Insilico Screening for Identification of Hits against SARS-Cov-2 Variant of Concern B.1.617 and NSP12 Mutants by Molecular Docking and Simulation Studies

Abstract

Abstract Human coronaviruses (HCoVs), including severe acute respiratory syndrome coronavirus (SARS-CoV) and 2019 novel coronavirus (2019-nCoV), also known as SARS-CoV-2, have caused global epidemics with high morbidity and mortality. Active research on finding effective drugs against 2019-nCoV/SARS-CoV-2 is going on. In silico screening represents the best approach for hits identification and could shorten the time and reduce cost compared to de novo drug discovery. Recently, CoV2 mutations have been a big concern in India, particularly on non-structural proteins (NSPs) and Spike Protein (B.1.617) which are the key targets that play a pivotal role in mediating viral replication and transcription.

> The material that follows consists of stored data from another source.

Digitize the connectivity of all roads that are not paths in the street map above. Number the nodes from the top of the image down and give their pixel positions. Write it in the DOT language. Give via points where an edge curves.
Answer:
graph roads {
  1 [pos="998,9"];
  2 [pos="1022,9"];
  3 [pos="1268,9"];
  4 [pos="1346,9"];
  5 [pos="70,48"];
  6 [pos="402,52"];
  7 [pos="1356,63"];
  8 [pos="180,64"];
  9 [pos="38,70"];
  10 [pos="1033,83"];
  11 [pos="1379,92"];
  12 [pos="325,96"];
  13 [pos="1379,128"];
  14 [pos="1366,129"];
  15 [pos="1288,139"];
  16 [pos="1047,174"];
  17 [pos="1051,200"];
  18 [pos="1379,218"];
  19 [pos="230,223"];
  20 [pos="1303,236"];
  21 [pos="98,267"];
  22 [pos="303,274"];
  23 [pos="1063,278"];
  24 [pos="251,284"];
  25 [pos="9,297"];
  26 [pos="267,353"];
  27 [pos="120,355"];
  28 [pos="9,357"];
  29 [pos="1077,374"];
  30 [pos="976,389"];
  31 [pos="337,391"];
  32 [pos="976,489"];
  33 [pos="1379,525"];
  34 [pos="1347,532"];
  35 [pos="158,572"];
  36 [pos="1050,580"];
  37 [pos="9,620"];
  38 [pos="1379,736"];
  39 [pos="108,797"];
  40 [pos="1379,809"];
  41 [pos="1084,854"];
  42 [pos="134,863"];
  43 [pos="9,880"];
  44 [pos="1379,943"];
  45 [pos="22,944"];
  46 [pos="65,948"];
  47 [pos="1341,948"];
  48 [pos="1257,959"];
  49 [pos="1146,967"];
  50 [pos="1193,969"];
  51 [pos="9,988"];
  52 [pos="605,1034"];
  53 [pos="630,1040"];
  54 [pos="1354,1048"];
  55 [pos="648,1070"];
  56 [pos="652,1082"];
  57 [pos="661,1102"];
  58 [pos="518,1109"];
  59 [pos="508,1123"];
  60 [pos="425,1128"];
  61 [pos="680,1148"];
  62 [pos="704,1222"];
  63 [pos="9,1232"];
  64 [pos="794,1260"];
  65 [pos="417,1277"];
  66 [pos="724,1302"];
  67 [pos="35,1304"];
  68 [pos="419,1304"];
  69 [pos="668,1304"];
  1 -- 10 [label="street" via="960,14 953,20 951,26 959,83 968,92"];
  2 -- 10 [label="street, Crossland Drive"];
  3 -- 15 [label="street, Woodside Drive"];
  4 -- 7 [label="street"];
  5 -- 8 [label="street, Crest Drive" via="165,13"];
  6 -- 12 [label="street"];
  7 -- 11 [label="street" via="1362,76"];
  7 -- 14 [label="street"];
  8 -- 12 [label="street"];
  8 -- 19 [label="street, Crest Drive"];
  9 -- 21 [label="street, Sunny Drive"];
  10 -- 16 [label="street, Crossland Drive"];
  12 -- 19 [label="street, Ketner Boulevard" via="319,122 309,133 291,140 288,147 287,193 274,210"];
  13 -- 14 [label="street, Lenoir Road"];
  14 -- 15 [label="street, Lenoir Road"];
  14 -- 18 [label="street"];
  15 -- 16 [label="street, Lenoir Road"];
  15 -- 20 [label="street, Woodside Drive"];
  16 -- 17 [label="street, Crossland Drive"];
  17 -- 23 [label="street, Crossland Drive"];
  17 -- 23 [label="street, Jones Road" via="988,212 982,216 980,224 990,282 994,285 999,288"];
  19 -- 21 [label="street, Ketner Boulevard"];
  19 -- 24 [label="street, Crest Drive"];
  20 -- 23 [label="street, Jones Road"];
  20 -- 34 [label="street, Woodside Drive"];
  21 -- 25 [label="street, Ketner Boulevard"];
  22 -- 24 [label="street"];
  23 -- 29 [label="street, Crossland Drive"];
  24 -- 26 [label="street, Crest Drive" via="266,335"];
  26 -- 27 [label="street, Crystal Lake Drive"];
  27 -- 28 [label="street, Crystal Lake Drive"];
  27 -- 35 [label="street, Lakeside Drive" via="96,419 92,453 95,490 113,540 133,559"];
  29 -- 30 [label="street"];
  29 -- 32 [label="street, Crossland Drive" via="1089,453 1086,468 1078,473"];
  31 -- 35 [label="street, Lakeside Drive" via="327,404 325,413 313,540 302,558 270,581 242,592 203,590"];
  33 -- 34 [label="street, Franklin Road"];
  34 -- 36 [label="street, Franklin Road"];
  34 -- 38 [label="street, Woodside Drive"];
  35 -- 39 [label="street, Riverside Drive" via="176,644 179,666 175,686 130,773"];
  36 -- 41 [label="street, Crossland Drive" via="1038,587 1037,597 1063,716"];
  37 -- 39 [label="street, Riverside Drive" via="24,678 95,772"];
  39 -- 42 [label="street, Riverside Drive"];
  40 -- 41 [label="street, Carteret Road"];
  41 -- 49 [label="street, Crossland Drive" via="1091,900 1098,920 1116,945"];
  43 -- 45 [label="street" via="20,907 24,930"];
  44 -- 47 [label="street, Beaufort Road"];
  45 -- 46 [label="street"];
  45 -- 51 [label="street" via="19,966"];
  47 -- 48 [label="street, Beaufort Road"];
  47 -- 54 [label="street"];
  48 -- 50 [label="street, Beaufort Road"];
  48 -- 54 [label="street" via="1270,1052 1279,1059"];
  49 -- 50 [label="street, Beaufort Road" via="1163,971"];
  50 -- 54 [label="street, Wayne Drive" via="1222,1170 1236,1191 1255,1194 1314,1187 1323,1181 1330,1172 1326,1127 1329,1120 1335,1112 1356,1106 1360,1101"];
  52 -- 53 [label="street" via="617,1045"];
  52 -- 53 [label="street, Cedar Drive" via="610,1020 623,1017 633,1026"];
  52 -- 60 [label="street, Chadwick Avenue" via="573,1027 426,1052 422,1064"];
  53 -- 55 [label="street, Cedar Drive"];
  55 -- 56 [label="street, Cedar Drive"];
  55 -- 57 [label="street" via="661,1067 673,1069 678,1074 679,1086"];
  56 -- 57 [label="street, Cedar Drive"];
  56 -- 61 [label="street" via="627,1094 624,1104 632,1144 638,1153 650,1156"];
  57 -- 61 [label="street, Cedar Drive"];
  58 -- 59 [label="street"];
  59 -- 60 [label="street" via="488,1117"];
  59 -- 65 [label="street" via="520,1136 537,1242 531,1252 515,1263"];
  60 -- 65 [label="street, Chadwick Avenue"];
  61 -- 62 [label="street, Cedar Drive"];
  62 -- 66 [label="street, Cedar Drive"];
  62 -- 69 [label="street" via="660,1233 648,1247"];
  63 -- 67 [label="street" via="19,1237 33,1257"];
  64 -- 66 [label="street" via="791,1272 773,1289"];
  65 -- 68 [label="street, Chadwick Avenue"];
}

Herein, this study analyzed the NSPs and spike’s structural aspects of mutant strains of SARS-CoV-2. The three-dimensional structures of NSPs and S Spike proteins were retrieved from the protein data bank or modeled. And a dataset of an antiviral compound library containing 490,000 drug-like ligands and structurally diverse biologically active scaffolds was used for our studies. Initially, the molecular alignment was performed for library compounds with the reference drug molecule to find targets that match the field points. Antiviral compounds having a similarity score >0.6; were selected for further docking studies with wild and mutant NSPs and S Spike protein of SARS-CoV-2 variant B.1.617. The docking studies identified a potent analog MA-11, which exhibited the highest binding affinity towards wild and mutant proteins. Further, molecular dynamics simulation studies of selected compounds confirmed their perfect fitting into NSP12 and spike active sites and offer direction for further lead optimization and rational drug design.